Hi everyone :grin:, I'm having a weird issue with ...
# fleet
o
Hi everyone 😁, I'm having a weird issue with osquery-fleet communication. I'm using Fleet 4.60.1 and osquery 5.13.1. I know that osquery sends a POST request to
/api/v1/osquery/distributed/read
to check-in for distributed queries, and sends the results as a POST request to
/api/v1/osquery/distributed/write
. I'm running my agent with
--verbose
and
--tls_dump
, to see the communication. I see a 'read' request and the received query to execute, then I see the 'write' request with the query's final results, but the weird part is that the next time the agent sends a 'read' request it gets the same query, as if it never returned it's results (sometimes it happens more than twice). Can someone please help? I have no clue what's wrong, and I didn't change any configuration (it just started happening today)🙏
k
Hi @Ortal Kombat!
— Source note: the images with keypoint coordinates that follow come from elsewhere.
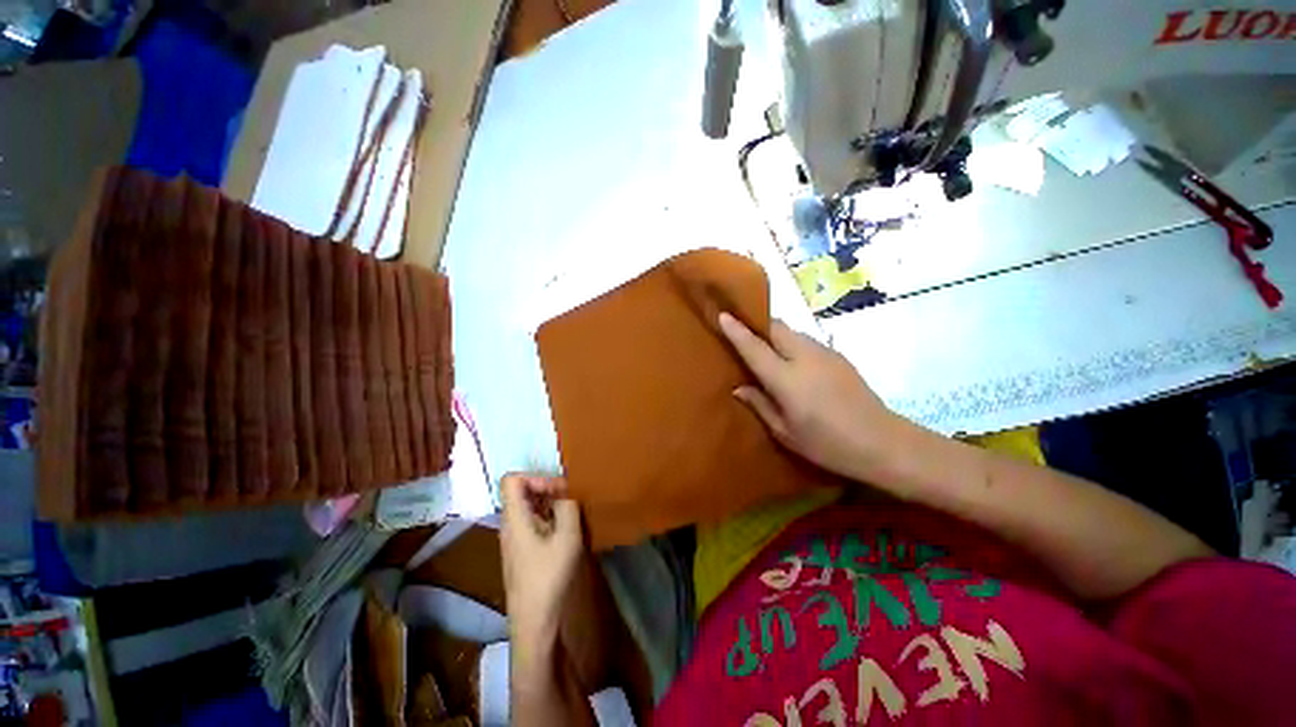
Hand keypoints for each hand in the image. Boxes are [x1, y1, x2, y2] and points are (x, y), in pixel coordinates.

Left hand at [500, 473, 583, 648]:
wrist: (534, 622)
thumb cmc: (548, 577)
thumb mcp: (567, 537)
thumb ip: (568, 507)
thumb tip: (566, 493)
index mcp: (514, 517)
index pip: (512, 479)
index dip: (536, 476)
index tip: (558, 489)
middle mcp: (509, 524)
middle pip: (522, 491)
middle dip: (548, 488)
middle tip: (571, 498)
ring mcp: (514, 538)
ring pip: (528, 506)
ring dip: (550, 503)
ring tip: (572, 512)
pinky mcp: (522, 550)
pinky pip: (533, 521)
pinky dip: (550, 517)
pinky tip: (566, 530)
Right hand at [718, 312, 904, 483]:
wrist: (883, 443)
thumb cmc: (827, 444)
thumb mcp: (785, 432)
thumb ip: (760, 404)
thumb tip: (738, 388)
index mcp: (786, 379)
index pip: (755, 347)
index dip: (737, 330)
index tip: (722, 315)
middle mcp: (804, 357)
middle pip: (776, 327)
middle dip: (758, 324)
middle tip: (744, 332)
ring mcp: (825, 353)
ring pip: (792, 331)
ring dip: (776, 334)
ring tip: (767, 349)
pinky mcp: (839, 356)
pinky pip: (807, 340)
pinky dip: (792, 343)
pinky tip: (794, 362)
Are you seeing any errors in the Fleet server logs around query ingestion? Is this happening for all queries, or a particular query/type of query (detail queries/policies/live queries)?
o
Hi @Kathy Satterlee! I think I figured out why this happens. The
distributed_interval
was set to 10. When the agent got a query, it executed it right away and sent the results to
/api/v1/osquery/distributed/write
, but my Fleet server got it more than 10 seconds after, so the agent got the same query again because Fleet got the results only after the second time the agent queried
/api/v1/osquery/distributed/read
. I have a lot of agents (around 8000), and I think Fleet got the result too late because of high loads. Is there any way to disable some functions and queries from being executed regularly? For example I saw that when the agent sends a report about all the software on the machine it sends a HUGE JSON to Fleet (and from 8000 hosts it probably causes a lot of traffic). I also increased the
distributed_interval
to 120, but the problem still occurs sometimes. Thanks!
u
If a host has already picked up a distributed query once, it shouldn't pick it up again even if it checks in before sending results. It sounds like there may be some slowness between Fleet and Redis/MySQL. In the Fleet server logs, that will often manifest as "context cancelled" or "i/o timeout" errors.I'd definitely take a look at the reference architecture to make sure that you're properly scaled up for the quantity of hosts you're enrolling. There are a few other things you can do to spread out the load a bit. For instance, you could stretch out the intervals at which host data are collected.
o
@Kathy Satterlee Thanks, I followed your suggestions and it all run smoother now. Looks like adjusting the intervals to spread the load really helped.🙏
k
Awesome!